Donnor retired to Gar and hoped the new King’s infatuation would run its natural course. Then, within a few months of the marriage’s first anniversary, three of the Council members either died or reached an age where it was impossible for them to continue in their duties. They were replaced, as was customary, by three members of the same clans, although of these, two were recently married to Humbrian wives, and held Humbrian titles, and the other was a cousin of the Queen’s, a member of the clan in question only by virtue of the fact that he had married into it.

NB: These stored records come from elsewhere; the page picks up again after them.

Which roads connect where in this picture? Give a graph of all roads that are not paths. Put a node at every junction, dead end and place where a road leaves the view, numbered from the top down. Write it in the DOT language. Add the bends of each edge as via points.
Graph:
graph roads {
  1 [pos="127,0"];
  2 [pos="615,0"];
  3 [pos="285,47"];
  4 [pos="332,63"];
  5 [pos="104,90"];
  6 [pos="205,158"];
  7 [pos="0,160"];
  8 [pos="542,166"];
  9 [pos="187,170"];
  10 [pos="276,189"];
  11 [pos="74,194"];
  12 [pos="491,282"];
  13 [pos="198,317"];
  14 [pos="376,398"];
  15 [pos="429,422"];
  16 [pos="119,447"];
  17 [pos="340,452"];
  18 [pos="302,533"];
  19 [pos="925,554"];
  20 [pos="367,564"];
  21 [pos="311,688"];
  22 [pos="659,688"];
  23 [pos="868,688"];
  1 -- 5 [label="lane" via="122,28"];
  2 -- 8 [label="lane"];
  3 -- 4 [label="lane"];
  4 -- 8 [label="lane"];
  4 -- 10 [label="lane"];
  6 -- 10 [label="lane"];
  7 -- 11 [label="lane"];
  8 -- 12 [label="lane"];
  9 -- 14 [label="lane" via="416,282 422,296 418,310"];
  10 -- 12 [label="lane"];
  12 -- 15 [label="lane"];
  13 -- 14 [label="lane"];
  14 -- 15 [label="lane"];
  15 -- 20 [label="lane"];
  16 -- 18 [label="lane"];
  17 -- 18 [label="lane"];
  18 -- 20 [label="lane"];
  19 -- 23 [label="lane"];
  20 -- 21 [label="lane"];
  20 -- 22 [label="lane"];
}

Cadwyr, Duke of Allovale, Donnor’s nephew and heir, demanded that they raise their standards then. But Donnor insisted on waiting, torn by loyalty to the oaths he had sworn both to Hoell and to his father.
And then, on the second anniversary of the marriage, just as it was announced that the Queen was pregnant, the youngest brother of the Queen, Renvahr, the sixth in line to the throne of Humbria, was named the Duke of Longborth, one of a series of titles normally reserved for the heir to the throne of Brynhyvar, a title that should have been bestowed on Donnor himself long before this.
Almost immediately it was clear that Donnor’s reluctance may have cost them the rebellion. For in the same year that Hoell’s baby son died of a lung infection, Hoell’s fits returned, leaving him docile, innocent as a child, and utterly unfit to rule.
Too late Donnor recognized the strategy of the King of Humbria—overburdened with children, he ranged far and wide, brazenly gobbling as many thrones and titles as possible through strategic marriages and their resulting alliances. The Duke of Longborth’s appointment as Protector of the Realm in his own stead was the final slap to his honor. For he, Donnor, both by blood and marriage, was the rightful heir to the throne of Brynhyvar—not the foreign upstart Renvahr, whose only claim was his relationship to the Queen Consort and a title he had no business receiving. It should have been Donnor’s place to rule the country while the King was incapacitated, rampant rumor blaming the fit on a chance encounter with one of the Shining Ones.